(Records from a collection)
--
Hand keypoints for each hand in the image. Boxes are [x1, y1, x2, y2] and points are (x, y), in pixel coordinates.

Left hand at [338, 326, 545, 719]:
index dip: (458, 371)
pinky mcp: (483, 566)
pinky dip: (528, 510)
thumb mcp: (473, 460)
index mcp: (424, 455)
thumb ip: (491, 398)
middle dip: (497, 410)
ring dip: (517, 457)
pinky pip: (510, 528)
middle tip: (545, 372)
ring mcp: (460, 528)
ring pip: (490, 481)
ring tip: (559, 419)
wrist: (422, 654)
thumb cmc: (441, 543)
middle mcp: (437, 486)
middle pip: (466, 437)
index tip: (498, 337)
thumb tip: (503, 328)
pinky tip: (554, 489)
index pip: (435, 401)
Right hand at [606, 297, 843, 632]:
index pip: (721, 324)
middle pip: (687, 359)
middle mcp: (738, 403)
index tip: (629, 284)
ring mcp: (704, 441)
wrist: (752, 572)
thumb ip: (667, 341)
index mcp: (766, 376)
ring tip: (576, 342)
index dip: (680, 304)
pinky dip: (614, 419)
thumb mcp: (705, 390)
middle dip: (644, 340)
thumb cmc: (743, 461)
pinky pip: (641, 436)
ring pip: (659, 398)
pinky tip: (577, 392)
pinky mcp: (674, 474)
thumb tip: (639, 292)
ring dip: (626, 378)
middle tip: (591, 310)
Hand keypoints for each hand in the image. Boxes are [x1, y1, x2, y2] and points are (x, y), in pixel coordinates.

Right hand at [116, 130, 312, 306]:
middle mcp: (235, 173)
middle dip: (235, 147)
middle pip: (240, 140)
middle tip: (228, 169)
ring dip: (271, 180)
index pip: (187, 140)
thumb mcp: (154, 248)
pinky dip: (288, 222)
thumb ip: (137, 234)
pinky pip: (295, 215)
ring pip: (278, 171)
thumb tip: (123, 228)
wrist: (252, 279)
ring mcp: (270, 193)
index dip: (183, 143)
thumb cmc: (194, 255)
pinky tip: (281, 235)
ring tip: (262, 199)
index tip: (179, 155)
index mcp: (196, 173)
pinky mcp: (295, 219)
--
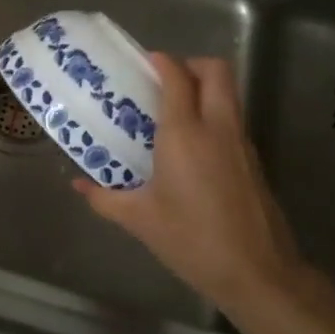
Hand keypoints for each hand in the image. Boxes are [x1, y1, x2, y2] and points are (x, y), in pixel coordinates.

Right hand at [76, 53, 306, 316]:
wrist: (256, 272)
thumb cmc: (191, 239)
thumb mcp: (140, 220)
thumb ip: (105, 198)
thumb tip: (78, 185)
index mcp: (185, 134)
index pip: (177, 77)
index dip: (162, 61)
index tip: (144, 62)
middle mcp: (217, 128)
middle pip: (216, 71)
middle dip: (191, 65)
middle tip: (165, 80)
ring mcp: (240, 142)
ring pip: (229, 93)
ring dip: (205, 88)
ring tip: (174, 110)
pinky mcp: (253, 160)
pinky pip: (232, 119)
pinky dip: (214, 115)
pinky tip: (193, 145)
--
__The problem__:
Your answer must be every line from the entries that contains the string "Right", copied as it stands.

__Written solution__:
Right hand at [606, 297, 843, 632]:
Right hand at [116, 130, 312, 306]:
Right hand at [76, 53, 306, 316]:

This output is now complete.